# Task details:
Transcribe every line of the material below without change, apart from dropping the pictures.

# Stored data:
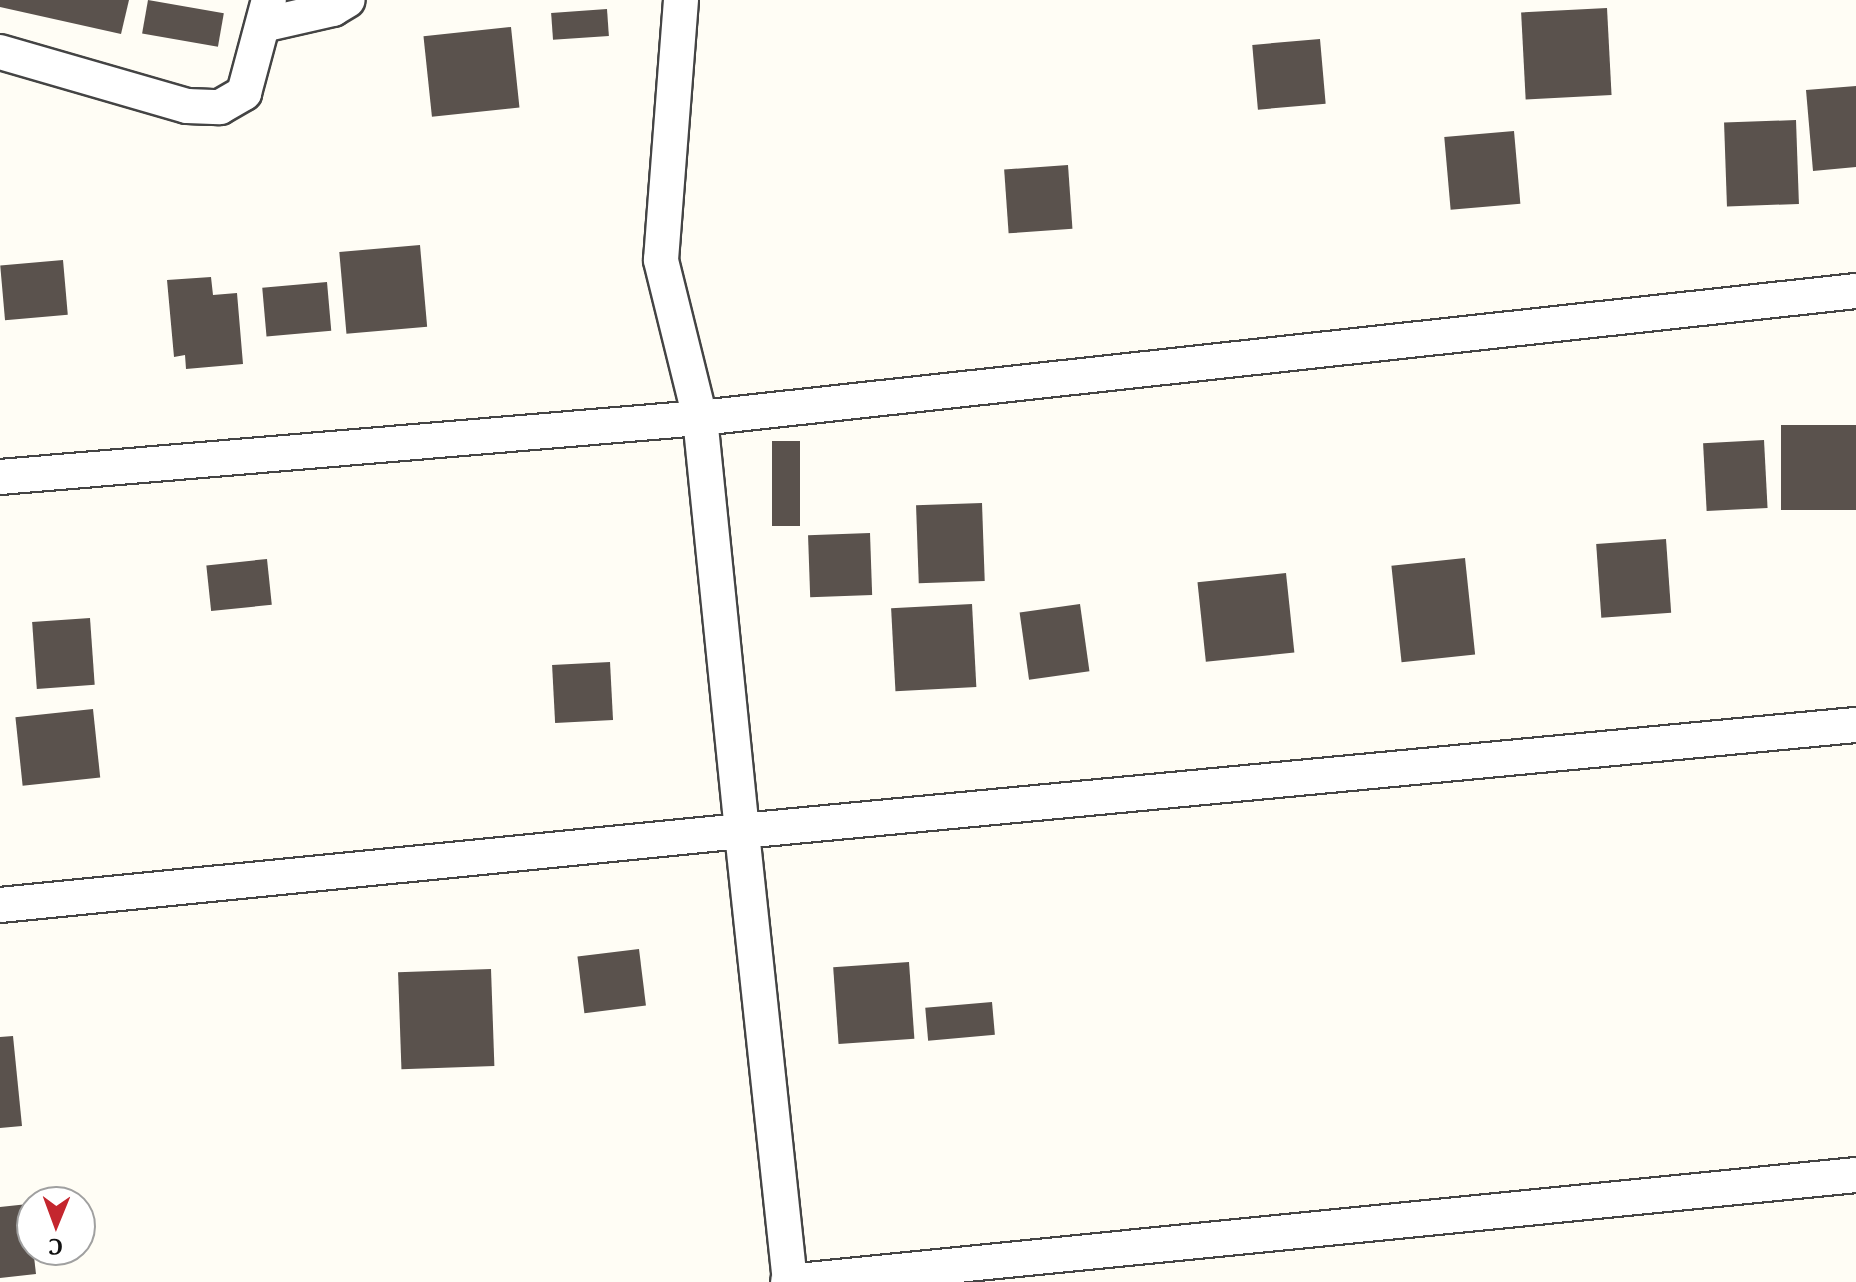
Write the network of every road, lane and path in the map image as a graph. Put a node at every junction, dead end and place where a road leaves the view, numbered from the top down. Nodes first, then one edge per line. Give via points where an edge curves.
1 (348, 0) edge
2 (681, 0) edge
3 (266, 13) edge
4 (0, 52) edge
5 (1856, 291) edge
6 (700, 418) junction
7 (0, 477) edge
8 (1856, 725) edge
9 (742, 831) junction
10 (0, 905) edge
11 (1856, 1175) edge
12 (789, 1282) edge

1 - 3 street via 333,9
2 - 6 street via 661,260
3 - 4 street via 244,93 220,107 187,106
5 - 6 street
6 - 7 street
6 - 9 street
8 - 9 street
9 - 10 street
9 - 12 street
11 - 12 street

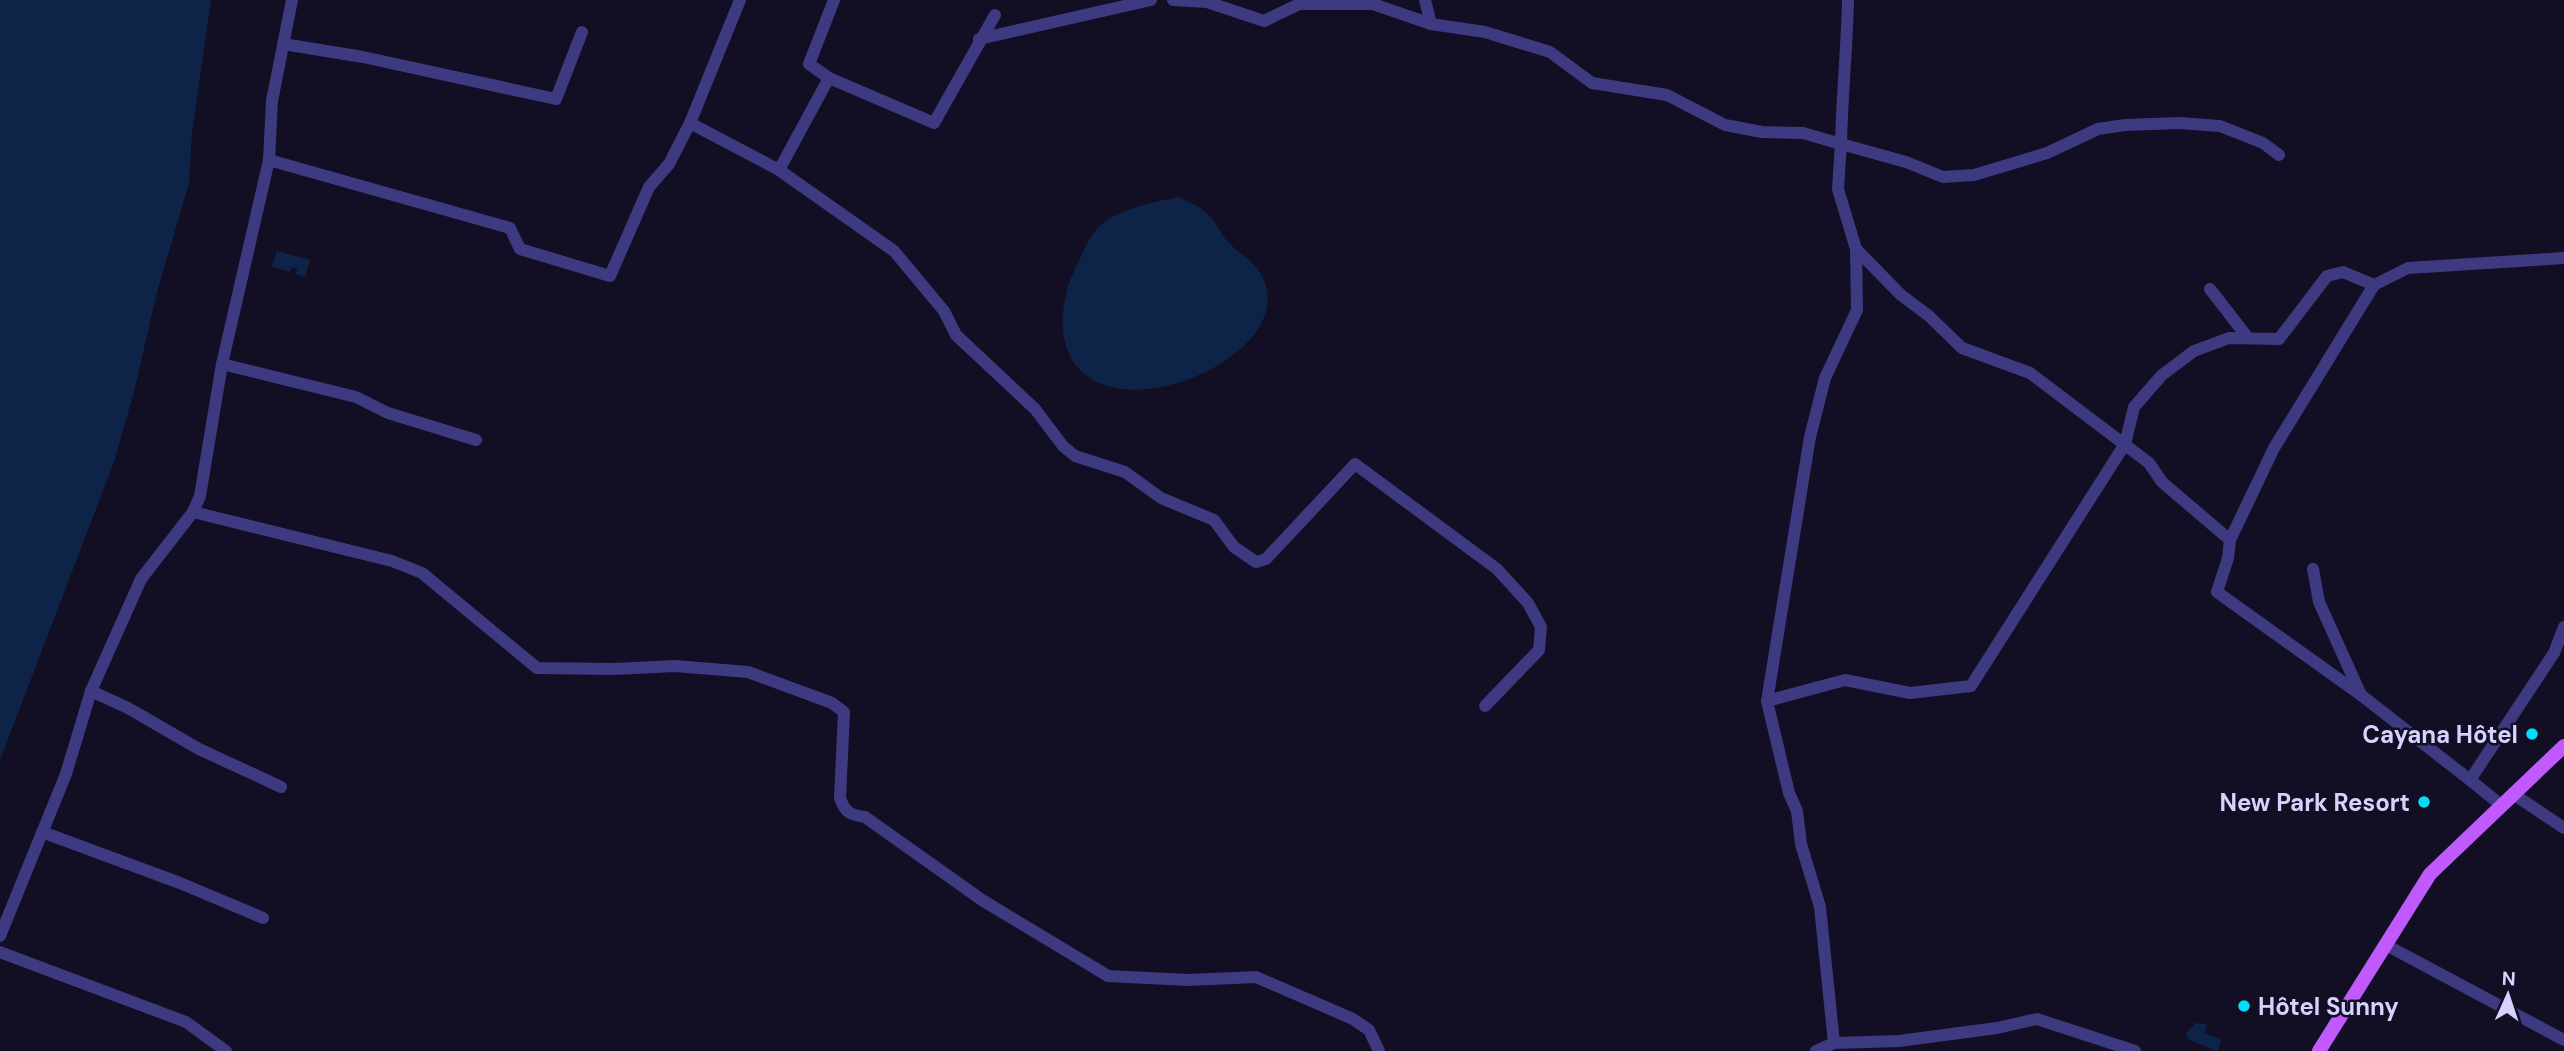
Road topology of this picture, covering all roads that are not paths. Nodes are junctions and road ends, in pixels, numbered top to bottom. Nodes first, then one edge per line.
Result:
1 (292, 0) edge
2 (740, 0) edge
3 (834, 0) edge
4 (1151, 0) edge
5 (1173, 0) edge
6 (1425, 0) edge
7 (1848, 0) edge
8 (995, 15) dead end
9 (1431, 24) junction
10 (582, 32) dead end
11 (979, 39) junction
12 (283, 44) junction
13 (829, 78) junction
14 (690, 123) junction
15 (1841, 144) junction
16 (2279, 155) dead end
17 (269, 160) junction
18 (779, 170) junction
19 (1856, 249) junction
20 (2564, 258) edge
21 (2374, 285) junction
22 (2210, 289) dead end
23 (2248, 338) junction
24 (222, 364) junction
25 (476, 440) dead end
26 (2125, 444) junction
27 (193, 512) junction
28 (2231, 540) junction
29 (2313, 569) dead end
30 (2564, 627) edge
31 (92, 691) junction
32 (2361, 695) junction
33 (1768, 701) junction
34 (1485, 706) dead end
35 (2564, 746) edge
36 (2470, 780) junction
37 (281, 787) dead end
38 (2513, 794) junction
39 (2501, 805) junction
40 (2564, 828) edge
41 (42, 832) junction
42 (263, 918) dead end
43 (0, 936) edge
44 (2386, 945) junction
45 (0, 952) edge
46 (2564, 1040) edge
47 (1834, 1043) junction
48 (226, 1051) edge
49 (1379, 1051) edge
50 (1816, 1051) edge
51 (2135, 1051) edge
52 (2319, 1051) edge

1 - 12 street
2 - 14 street
3 - 13 street
4 - 11 street
5 - 9 street
6 - 9 street
7 - 15 street
8 - 11 street
9 - 15 street
10 - 12 street
11 - 13 street
12 - 17 street
13 - 18 street
14 - 17 street
14 - 18 street
15 - 16 street
15 - 19 street
17 - 24 street
18 - 34 street
19 - 26 street
19 - 33 street
20 - 21 street
21 - 23 street
21 - 28 street
22 - 23 street
23 - 26 street
24 - 25 street
24 - 27 street
26 - 28 street
26 - 33 street
27 - 31 street
27 - 49 street
28 - 32 street
29 - 32 street
30 - 36 street
31 - 37 street
31 - 41 street
32 - 36 street
33 - 47 street
35 - 38 main road
36 - 39 street
38 - 39 main road
38 - 40 street
39 - 44 main road
41 - 42 street
41 - 43 street
44 - 46 street
44 - 52 main road
45 - 48 street
47 - 50 street
47 - 51 street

# Output:
Write the network of every road, lane and path in the map image as a graph. Put a node at every junction, dead end and place where a road leaves the view, numbered from the top down. Nodes first, then one edge per line. Give via points where an edge curves.
1 (348, 0) edge
2 (681, 0) edge
3 (266, 13) edge
4 (0, 52) edge
5 (1856, 291) edge
6 (700, 418) junction
7 (0, 477) edge
8 (1856, 725) edge
9 (742, 831) junction
10 (0, 905) edge
11 (1856, 1175) edge
12 (789, 1282) edge

1 - 3 street via 333,9
2 - 6 street via 661,260
3 - 4 street via 244,93 220,107 187,106
5 - 6 street
6 - 7 street
6 - 9 street
8 - 9 street
9 - 10 street
9 - 12 street
11 - 12 street

Road topology of this picture, covering all roads that are not paths. Nodes are junctions and road ends, in pixels, numbered top to bottom. Nodes first, then one edge per line.
Result:
1 (292, 0) edge
2 (740, 0) edge
3 (834, 0) edge
4 (1151, 0) edge
5 (1173, 0) edge
6 (1425, 0) edge
7 (1848, 0) edge
8 (995, 15) dead end
9 (1431, 24) junction
10 (582, 32) dead end
11 (979, 39) junction
12 (283, 44) junction
13 (829, 78) junction
14 (690, 123) junction
15 (1841, 144) junction
16 (2279, 155) dead end
17 (269, 160) junction
18 (779, 170) junction
19 (1856, 249) junction
20 (2564, 258) edge
21 (2374, 285) junction
22 (2210, 289) dead end
23 (2248, 338) junction
24 (222, 364) junction
25 (476, 440) dead end
26 (2125, 444) junction
27 (193, 512) junction
28 (2231, 540) junction
29 (2313, 569) dead end
30 (2564, 627) edge
31 (92, 691) junction
32 (2361, 695) junction
33 (1768, 701) junction
34 (1485, 706) dead end
35 (2564, 746) edge
36 (2470, 780) junction
37 (281, 787) dead end
38 (2513, 794) junction
39 (2501, 805) junction
40 (2564, 828) edge
41 (42, 832) junction
42 (263, 918) dead end
43 (0, 936) edge
44 (2386, 945) junction
45 (0, 952) edge
46 (2564, 1040) edge
47 (1834, 1043) junction
48 (226, 1051) edge
49 (1379, 1051) edge
50 (1816, 1051) edge
51 (2135, 1051) edge
52 (2319, 1051) edge

1 - 12 street
2 - 14 street
3 - 13 street
4 - 11 street
5 - 9 street
6 - 9 street
7 - 15 street
8 - 11 street
9 - 15 street
10 - 12 street
11 - 13 street
12 - 17 street
13 - 18 street
14 - 17 street
14 - 18 street
15 - 16 street
15 - 19 street
17 - 24 street
18 - 34 street
19 - 26 street
19 - 33 street
20 - 21 street
21 - 23 street
21 - 28 street
22 - 23 street
23 - 26 street
24 - 25 street
24 - 27 street
26 - 28 street
26 - 33 street
27 - 31 street
27 - 49 street
28 - 32 street
29 - 32 street
30 - 36 street
31 - 37 street
31 - 41 street
32 - 36 street
33 - 47 street
35 - 38 main road
36 - 39 street
38 - 39 main road
38 - 40 street
39 - 44 main road
41 - 42 street
41 - 43 street
44 - 46 street
44 - 52 main road
45 - 48 street
47 - 50 street
47 - 51 street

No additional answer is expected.